**TASK DETAILS**
Beginning at the top of the data below, write out every line exactly until you reach the line with "0 #81635f) drop-shadow(-1px", and include that line.

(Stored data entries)
┄┄┄┄┄┄

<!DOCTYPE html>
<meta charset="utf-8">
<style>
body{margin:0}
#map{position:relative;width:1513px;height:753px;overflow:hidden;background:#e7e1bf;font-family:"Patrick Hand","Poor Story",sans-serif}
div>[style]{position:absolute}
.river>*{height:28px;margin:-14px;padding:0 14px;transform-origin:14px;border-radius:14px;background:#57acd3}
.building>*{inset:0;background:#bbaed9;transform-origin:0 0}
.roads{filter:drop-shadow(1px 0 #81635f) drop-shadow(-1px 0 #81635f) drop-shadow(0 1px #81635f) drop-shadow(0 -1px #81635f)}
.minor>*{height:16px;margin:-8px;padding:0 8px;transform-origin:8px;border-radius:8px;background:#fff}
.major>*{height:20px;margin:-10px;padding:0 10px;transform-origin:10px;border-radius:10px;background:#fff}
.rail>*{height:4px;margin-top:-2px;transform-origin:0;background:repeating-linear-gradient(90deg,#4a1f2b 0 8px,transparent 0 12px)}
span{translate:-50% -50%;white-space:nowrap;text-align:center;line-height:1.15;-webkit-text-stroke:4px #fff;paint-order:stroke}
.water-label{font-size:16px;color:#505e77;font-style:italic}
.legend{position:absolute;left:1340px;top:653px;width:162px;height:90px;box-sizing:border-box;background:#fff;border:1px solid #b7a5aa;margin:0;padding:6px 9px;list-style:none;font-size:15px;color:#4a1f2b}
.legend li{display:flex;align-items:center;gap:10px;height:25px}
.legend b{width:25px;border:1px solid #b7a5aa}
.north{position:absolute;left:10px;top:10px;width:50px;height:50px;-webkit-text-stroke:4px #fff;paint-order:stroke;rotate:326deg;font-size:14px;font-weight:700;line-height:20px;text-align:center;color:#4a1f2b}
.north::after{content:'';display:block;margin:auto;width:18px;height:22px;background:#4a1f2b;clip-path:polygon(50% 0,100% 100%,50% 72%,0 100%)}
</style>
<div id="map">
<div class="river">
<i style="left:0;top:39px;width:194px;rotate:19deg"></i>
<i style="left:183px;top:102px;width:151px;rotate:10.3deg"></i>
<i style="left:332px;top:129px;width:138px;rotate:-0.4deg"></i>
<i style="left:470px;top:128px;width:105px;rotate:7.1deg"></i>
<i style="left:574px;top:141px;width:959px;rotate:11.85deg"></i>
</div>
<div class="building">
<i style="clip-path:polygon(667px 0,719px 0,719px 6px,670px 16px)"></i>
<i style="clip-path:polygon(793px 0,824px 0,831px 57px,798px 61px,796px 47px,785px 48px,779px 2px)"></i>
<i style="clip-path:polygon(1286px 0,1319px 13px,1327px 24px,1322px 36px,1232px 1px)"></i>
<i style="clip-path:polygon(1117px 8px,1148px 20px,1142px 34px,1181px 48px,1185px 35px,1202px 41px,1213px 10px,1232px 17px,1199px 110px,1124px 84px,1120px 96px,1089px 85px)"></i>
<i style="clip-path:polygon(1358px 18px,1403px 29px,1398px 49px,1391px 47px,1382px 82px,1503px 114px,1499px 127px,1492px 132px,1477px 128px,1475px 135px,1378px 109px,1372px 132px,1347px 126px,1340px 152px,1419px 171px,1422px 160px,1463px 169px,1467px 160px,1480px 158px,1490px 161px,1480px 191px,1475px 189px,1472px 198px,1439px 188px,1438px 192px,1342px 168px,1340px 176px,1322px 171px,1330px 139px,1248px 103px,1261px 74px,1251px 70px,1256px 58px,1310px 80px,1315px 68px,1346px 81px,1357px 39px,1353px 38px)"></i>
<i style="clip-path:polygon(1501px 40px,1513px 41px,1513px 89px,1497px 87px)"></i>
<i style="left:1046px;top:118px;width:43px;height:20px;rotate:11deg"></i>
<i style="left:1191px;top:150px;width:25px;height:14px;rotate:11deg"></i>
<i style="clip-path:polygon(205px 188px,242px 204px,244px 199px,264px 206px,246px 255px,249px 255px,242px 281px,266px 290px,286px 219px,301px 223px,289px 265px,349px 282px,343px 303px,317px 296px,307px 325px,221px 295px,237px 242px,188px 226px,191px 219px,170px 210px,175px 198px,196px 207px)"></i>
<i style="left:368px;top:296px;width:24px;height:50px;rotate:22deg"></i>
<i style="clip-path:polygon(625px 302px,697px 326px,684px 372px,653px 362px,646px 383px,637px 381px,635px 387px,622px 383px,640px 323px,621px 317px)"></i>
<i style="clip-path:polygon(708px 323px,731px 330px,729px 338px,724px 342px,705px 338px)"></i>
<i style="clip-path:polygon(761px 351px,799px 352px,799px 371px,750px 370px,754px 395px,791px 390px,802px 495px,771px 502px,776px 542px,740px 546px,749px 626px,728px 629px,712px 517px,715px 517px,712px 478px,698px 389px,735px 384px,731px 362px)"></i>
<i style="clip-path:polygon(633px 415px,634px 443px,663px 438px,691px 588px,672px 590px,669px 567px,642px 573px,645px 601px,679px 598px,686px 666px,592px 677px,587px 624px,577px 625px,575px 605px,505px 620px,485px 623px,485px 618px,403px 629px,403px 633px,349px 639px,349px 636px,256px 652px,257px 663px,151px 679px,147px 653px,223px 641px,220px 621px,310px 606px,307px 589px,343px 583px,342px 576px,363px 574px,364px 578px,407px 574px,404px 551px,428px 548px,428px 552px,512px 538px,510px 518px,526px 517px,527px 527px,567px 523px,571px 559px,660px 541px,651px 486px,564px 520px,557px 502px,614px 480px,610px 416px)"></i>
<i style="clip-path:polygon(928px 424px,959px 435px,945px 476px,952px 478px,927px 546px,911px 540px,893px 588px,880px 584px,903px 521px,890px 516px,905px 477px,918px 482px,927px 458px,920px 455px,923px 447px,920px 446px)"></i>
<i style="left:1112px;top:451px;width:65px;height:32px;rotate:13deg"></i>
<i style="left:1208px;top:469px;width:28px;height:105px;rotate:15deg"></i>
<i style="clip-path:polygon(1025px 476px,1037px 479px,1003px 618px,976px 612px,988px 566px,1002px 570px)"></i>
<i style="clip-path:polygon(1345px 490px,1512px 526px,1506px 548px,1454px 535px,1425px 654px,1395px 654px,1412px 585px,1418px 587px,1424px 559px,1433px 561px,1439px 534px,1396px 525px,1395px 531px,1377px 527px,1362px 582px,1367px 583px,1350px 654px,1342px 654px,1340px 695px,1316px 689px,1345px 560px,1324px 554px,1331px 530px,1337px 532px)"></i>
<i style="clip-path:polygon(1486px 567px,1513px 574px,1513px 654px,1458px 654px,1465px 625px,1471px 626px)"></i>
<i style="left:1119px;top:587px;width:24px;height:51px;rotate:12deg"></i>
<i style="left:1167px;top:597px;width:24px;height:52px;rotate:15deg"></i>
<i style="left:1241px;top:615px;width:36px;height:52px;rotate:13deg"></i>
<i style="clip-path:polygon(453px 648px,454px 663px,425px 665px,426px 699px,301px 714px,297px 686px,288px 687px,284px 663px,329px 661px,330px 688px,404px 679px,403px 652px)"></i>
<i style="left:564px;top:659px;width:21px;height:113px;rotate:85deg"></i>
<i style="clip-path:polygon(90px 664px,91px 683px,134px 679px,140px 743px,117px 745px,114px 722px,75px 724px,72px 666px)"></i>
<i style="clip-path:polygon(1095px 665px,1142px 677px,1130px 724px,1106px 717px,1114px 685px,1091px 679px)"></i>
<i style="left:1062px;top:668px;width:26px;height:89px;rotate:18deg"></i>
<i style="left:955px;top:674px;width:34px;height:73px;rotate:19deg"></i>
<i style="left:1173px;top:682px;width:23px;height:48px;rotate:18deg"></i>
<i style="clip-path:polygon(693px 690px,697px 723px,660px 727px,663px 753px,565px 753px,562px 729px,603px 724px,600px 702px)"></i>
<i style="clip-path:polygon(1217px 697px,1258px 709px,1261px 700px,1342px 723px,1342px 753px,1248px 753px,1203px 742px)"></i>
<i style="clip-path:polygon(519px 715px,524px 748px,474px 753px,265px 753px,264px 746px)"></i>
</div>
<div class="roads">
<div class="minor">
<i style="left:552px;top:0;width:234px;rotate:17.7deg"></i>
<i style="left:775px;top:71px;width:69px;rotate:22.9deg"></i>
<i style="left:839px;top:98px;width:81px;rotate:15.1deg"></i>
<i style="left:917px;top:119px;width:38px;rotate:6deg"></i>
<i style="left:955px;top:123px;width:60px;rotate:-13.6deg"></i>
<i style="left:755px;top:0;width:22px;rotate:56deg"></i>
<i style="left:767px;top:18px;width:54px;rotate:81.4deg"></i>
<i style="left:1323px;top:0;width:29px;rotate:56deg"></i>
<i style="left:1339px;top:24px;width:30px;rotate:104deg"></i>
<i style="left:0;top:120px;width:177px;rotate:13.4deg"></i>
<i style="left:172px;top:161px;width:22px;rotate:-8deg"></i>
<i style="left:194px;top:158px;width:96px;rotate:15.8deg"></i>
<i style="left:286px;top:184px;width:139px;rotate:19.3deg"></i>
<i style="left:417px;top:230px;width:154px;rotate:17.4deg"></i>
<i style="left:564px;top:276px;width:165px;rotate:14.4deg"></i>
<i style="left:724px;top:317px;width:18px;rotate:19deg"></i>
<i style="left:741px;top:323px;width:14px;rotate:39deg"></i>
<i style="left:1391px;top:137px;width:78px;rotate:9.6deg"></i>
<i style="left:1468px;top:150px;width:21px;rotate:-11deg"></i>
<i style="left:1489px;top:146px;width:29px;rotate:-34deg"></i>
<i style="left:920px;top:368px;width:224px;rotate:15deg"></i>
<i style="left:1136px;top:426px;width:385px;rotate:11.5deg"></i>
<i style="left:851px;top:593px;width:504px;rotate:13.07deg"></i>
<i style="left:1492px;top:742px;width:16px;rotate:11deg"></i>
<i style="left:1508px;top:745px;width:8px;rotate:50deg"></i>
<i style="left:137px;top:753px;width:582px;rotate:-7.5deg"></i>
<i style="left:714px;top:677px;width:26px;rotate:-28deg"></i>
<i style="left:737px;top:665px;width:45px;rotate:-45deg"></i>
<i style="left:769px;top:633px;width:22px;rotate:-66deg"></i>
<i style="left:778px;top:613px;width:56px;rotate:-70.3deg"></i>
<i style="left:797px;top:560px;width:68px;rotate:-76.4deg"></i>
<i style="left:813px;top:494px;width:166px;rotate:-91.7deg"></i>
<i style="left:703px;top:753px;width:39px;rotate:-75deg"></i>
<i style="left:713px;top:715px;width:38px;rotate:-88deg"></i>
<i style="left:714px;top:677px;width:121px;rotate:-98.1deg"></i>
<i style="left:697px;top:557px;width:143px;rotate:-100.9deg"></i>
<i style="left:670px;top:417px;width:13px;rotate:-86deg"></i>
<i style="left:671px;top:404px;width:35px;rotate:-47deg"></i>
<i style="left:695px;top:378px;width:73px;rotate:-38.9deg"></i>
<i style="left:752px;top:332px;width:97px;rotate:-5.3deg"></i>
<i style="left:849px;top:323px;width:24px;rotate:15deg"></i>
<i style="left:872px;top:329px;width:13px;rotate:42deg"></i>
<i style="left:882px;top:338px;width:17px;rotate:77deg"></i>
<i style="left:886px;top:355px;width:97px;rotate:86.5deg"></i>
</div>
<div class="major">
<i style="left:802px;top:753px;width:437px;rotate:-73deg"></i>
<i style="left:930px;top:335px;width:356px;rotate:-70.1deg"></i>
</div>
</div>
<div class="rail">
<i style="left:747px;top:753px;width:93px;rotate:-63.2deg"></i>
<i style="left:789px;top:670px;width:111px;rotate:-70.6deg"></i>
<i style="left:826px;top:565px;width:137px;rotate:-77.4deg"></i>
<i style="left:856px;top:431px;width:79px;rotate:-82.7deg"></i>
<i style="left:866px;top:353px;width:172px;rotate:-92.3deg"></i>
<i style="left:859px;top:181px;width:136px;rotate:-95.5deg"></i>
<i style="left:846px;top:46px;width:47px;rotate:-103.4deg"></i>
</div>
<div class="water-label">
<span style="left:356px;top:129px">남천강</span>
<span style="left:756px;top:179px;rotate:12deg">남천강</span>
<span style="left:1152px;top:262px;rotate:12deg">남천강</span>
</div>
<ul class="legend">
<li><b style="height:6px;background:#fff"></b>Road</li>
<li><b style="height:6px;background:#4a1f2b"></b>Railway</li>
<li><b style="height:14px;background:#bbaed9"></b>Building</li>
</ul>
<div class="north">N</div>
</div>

┄┄┄┄┄┄

**ANSWER SECTION**
<!DOCTYPE html>
<meta charset="utf-8">
<style>
body{margin:0}
#map{position:relative;width:1513px;height:753px;overflow:hidden;background:#e7e1bf;font-family:"Patrick Hand","Poor Story",sans-serif}
div>[style]{position:absolute}
.river>*{height:28px;margin:-14px;padding:0 14px;transform-origin:14px;border-radius:14px;background:#57acd3}
.building>*{inset:0;background:#bbaed9;transform-origin:0 0}
.roads{filter:drop-shadow(1px 0 #81635f) drop-shadow(-1px 0 #81635f) drop-shadow(0 1px #81635f) drop-shadow(0 -1px #81635f)}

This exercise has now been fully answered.